Ребенок, который умеет выводить одни только палочки, получает награду за чистописание. С этой минуты он уже втянулся в игру, он будет участвовать в конкурсах и трудиться из-за награды. Сначала коллеж и получение степени бакалавра; потом — специальные школы с их экзаменами, потом — академические награды, вся иерархия национальных орденов. В шестьдесят лет человек мечтает об ордене командора, так же как в шестнадцать мечтал о награде за перевод с греческого. Он впадает в детство: его тщеславие разгорается при мысли, что он первый ученик в классе и получит парафированный правительством аттестат.
Разумеется, я отнюдь не надеюсь изменить человеческую психологию, я этого даже не хочу. Такова жизнь, и народы обретут зрелость лишь тогда, когда люди повзрослеют. Но ведь надо же о чем-то говорить, а тема мне представляется любопытной.
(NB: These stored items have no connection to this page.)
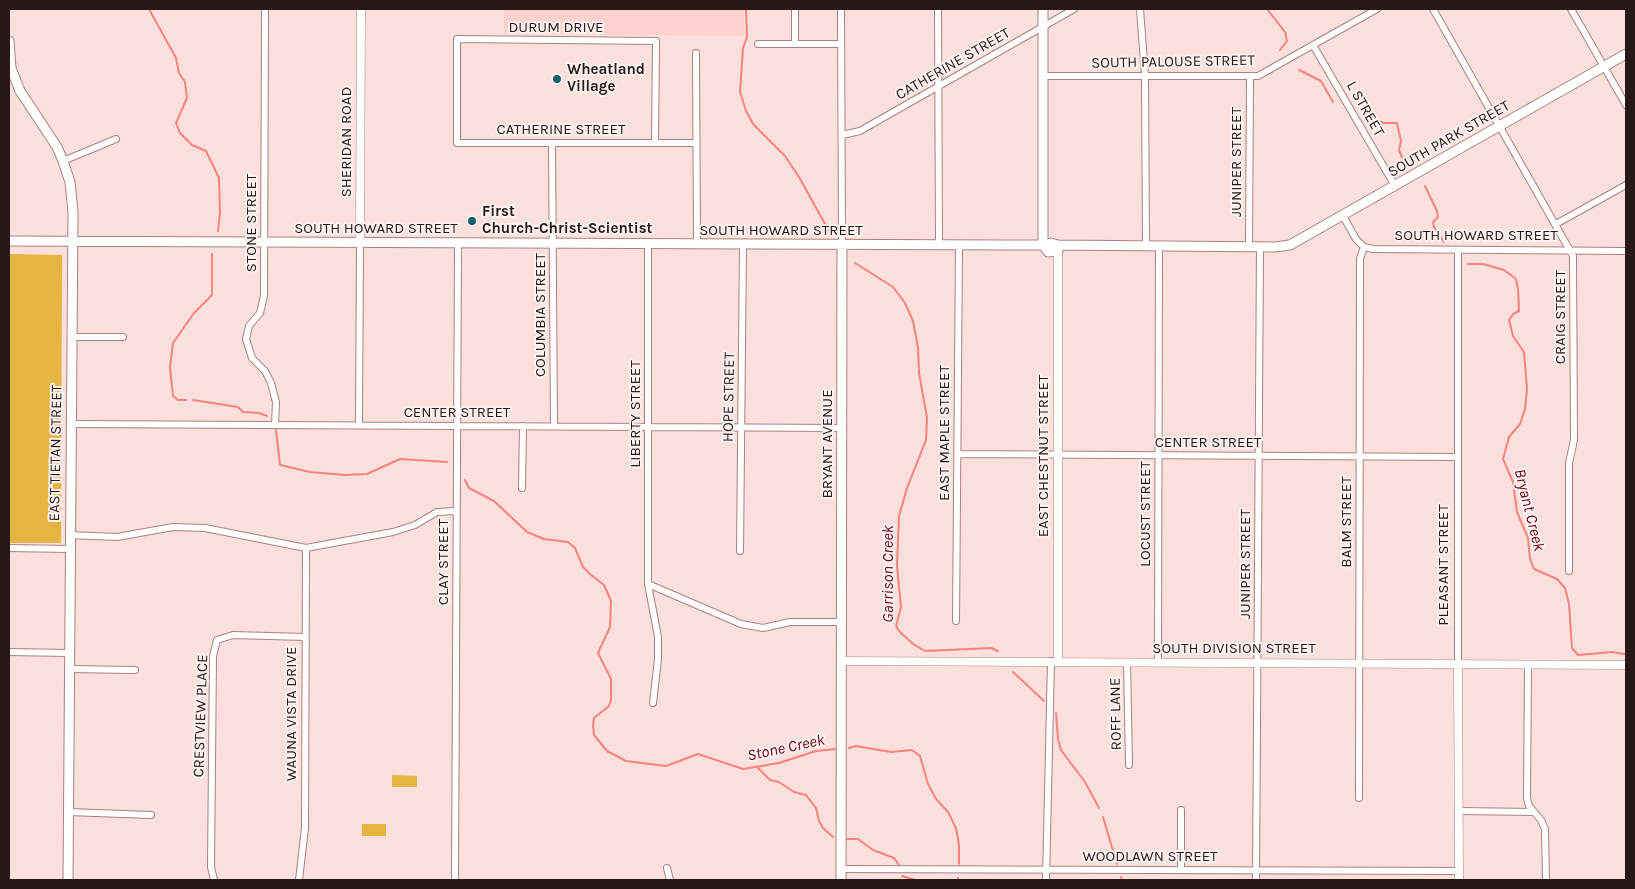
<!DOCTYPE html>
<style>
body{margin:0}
#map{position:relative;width:1635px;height:889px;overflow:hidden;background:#fbe0dd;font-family:Karla,sans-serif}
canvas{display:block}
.frame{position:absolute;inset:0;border:10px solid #281817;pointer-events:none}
</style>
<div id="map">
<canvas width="1635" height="889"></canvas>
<div class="frame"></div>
</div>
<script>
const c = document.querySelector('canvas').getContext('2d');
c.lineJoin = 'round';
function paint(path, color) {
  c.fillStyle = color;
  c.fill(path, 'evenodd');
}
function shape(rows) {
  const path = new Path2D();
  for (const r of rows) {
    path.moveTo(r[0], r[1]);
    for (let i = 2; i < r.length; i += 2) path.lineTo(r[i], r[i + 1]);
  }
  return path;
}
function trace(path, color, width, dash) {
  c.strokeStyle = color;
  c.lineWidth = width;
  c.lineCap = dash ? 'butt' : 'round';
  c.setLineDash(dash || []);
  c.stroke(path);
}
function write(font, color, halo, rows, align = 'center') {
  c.font = font + ' Karla,sans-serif';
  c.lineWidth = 4;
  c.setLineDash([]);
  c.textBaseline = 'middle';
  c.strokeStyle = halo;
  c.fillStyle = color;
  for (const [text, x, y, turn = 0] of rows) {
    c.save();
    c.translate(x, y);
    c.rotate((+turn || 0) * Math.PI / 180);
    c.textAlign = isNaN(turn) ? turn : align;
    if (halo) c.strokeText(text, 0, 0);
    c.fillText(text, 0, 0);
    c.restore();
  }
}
paint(shape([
 [504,9,744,9,744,36,504,34]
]), '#fdd2ce');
paint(shape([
 [9,254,62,255,61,543,9,543],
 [392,775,417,776,417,787,392,787],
 [362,824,386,824,386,836,362,836]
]), '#e6b441');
trace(shape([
 [149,9,176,58,179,73,185,82,187,98,176,123,180,133,192,145,206,151,219,178,220,213,218,231],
 [746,9,747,37,743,48,740,92,746,111,753,124,785,156,799,177,830,233],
 [1267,9,1285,32,1287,41,1280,50],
 [1299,70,1321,81,1333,102],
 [1379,121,1384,123,1397,123,1401,141,1399,150,1402,157,1409,163],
 [1425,186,1437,211,1438,217,1433,222,1434,227,1444,242],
 [855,263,893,287,905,303,913,321,918,348,919,373,927,418,926,440,907,488,899,516,897,566,901,607,896,626,899,631,913,644,925,651,991,648,998,651],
 [1468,264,1483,264,1504,270,1516,279,1518,289,1519,311,1513,314,1509,320,1513,336,1524,352,1527,389,1525,409,1520,424,1509,437,1503,459,1513,482,1517,512,1528,538,1530,559,1534,569,1557,579,1565,588,1569,604,1572,648,1578,655,1612,652,1624,654],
 [186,400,178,400,173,396,170,367,173,343,194,313,212,295,212,254],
 [193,400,238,407,243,412,259,413,267,416],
 [276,430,280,465,310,472,345,475,367,474,400,459,447,462],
 [465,480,469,488,494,501,527,532,544,539,568,542,575,548,583,567,590,574,604,585,611,601,610,627,598,653,611,679,611,700,609,706,594,718,593,725,594,735,607,751,626,761,666,766,698,754,743,769,779,763,816,751,836,749],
 [1013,672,1044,701],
 [1056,713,1058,739,1061,750,1085,782,1099,808],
 [849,748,856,746,891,752,912,750,920,756,928,784,936,799,948,812,956,828,959,845,959,864],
 [757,767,770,780,779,782,794,792,806,795,816,808,819,821,823,828,833,837],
 [1103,817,1117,864],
 [847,839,858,839,873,850,894,858,899,865],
 [902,876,915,880],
 [1121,877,1122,880],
 [958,880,958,878]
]), '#f8837d', 2);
const minor = shape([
 [265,9,264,296,260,313,249,326,246,339,252,358,265,371,271,383,276,402,275,425],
 [795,9,795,44],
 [841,9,842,245],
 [938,9,939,245],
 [1140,9,1145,76,1146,246],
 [1433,9,1573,256,1574,440,1569,463,1569,571],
 [1571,9,1626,105],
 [758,44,841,44],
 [1313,45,1395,186],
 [696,53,697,244],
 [1043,76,1258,76,1377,9],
 [842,135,860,131,1074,9],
 [552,143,554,426],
 [655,143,656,41,457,39,457,143,696,143],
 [63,161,116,139],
 [1343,216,1356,239,1364,247,1373,249,1626,251],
 [1556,224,1626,185],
 [648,244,648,584,658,637,658,659,653,703],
 [1249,247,1250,77],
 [71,337,123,337],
 [71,424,842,428],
 [359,425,360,242],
 [958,454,1458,457],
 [522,488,523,426],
 [69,535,117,537,173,527,205,528,306,548,393,532,415,525,437,512,456,511],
 [9,548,69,549],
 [740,551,743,244],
 [648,584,741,624,763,628,790,622,842,622],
 [956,621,959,245],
 [9,652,69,653],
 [1127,662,1129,765],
 [1158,662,1159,246],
 [1458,664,1458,250],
 [1528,664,1527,798,1529,806,1541,820,1545,829,1546,880],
 [69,669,135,670],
 [1359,798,1360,259,1364,247],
 [1459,811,1534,812],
 [68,812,151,815],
 [667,868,670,880],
 [841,869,1459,871],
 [1181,870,1181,810],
 [214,880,211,867,213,656,217,640,233,635,305,637],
 [299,880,305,828,306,548],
 [455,880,458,243],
 [1046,880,1051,661],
 [1256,880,1260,247]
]);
const tertiary = shape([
 [360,242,361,9],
 [842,661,1626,665],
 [1058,661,1058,251],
 [1458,664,1459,880]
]);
const secondary = shape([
 [1043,9,1043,245],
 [9,41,11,68,20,91,57,147,63,161,70,182,73,212,68,880],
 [9,241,1009,245,1043,245,1051,243,1058,245,1058,251,1048,252,1043,245],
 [1058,245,1275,247,1290,245,1626,54],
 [841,880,842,245]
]);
trace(minor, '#ab827f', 8);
trace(tertiary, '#ab827f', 9);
trace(secondary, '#ab827f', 11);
trace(minor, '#fff', 6);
trace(tertiary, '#fff', 8);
trace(secondary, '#fff', 9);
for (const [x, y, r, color] of [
 [557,79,5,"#116168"],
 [472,221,5,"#116168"]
]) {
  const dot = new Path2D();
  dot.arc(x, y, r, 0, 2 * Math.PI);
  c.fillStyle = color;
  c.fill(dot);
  trace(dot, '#fbf2f1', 2);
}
write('15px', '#281817', '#fbf2f1', [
 ["DURUM DRIVE",556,28],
 ["SOUTH PALOUSE STREET",1173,62,-1],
 ["CATHERINE STREET",953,64,-30],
 ["L STREET",1365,109,60],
 ["CATHERINE STREET",561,130],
 ["SOUTH PARK STREET",1449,139,-30],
 ["SHERIDAN ROAD",347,142,-90],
 ["JUNIPER STREET",1237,162,-90],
 ["STONE STREET",252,223,-90],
 ["SOUTH HOWARD STREET",376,229],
 ["SOUTH HOWARD STREET",781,231],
 ["SOUTH HOWARD STREET",1476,236],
 ["COLUMBIA STREET",541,315,-90],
 ["CRAIG STREET",1561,317,-90],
 ["HOPE STREET",729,397,-89],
 ["CENTER STREET",457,413],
 ["LIBERTY STREET",636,414,-90],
 ["EAST MAPLE STREET",945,433,-90],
 ["CENTER STREET",1208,443],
 ["BRYANT AVENUE",828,444,-90],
 ["EAST TIETAN STREET",56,453,-89],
 ["EAST CHESTNUT STREET",1044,456,-90],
 ["LOCUST STREET",1146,514,-90],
 ["BALM STREET",1347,522,-90],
 ["CLAY STREET",444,562,-90],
 ["JUNIPER STREET",1246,564,-90],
 ["PLEASANT STREET",1444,565,-90],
 ["SOUTH DIVISION STREET",1234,649],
 ["WAUNA VISTA DRIVE",292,714,-90],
 ["ROFF LANE",1116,714,-91],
 ["CRESTVIEW PLACE",201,716,-88],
 ["WOODLAWN STREET",1150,857]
]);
write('bold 15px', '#281817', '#fbf2f1', [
 ["Wheatland",567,70],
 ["Village",567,87],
 ["First",482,212],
 ["Church-Christ-Scientist",482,229]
], 'left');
write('italic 16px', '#6e000d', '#fbf2f1', [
 ["Bryant Creek",1529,510,76],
 ["Garrison Creek",888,574,-90],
 ["Stone Creek",786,748,-12]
]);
</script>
Недавно я прочел на первой странице одной газеты полную тревоги статью, где слезливо защищаются поощрительные награды в коллежах и в особенности междушкольные конкурсы. Автор статьи, скрывший свою настоящую фамилию под псевдонимом, разумеется, был долгие годы первым учеником — сердце его билось, когда он вспоминал о своих давних успехах. Эти награды юных лет были окружены для него поэтическим ореолом. Он вспоминает о том, как его обнимал академик, с таким же вздохом, с каким иные вспоминают дни юности и объятия первой возлюбленной в чаще леса.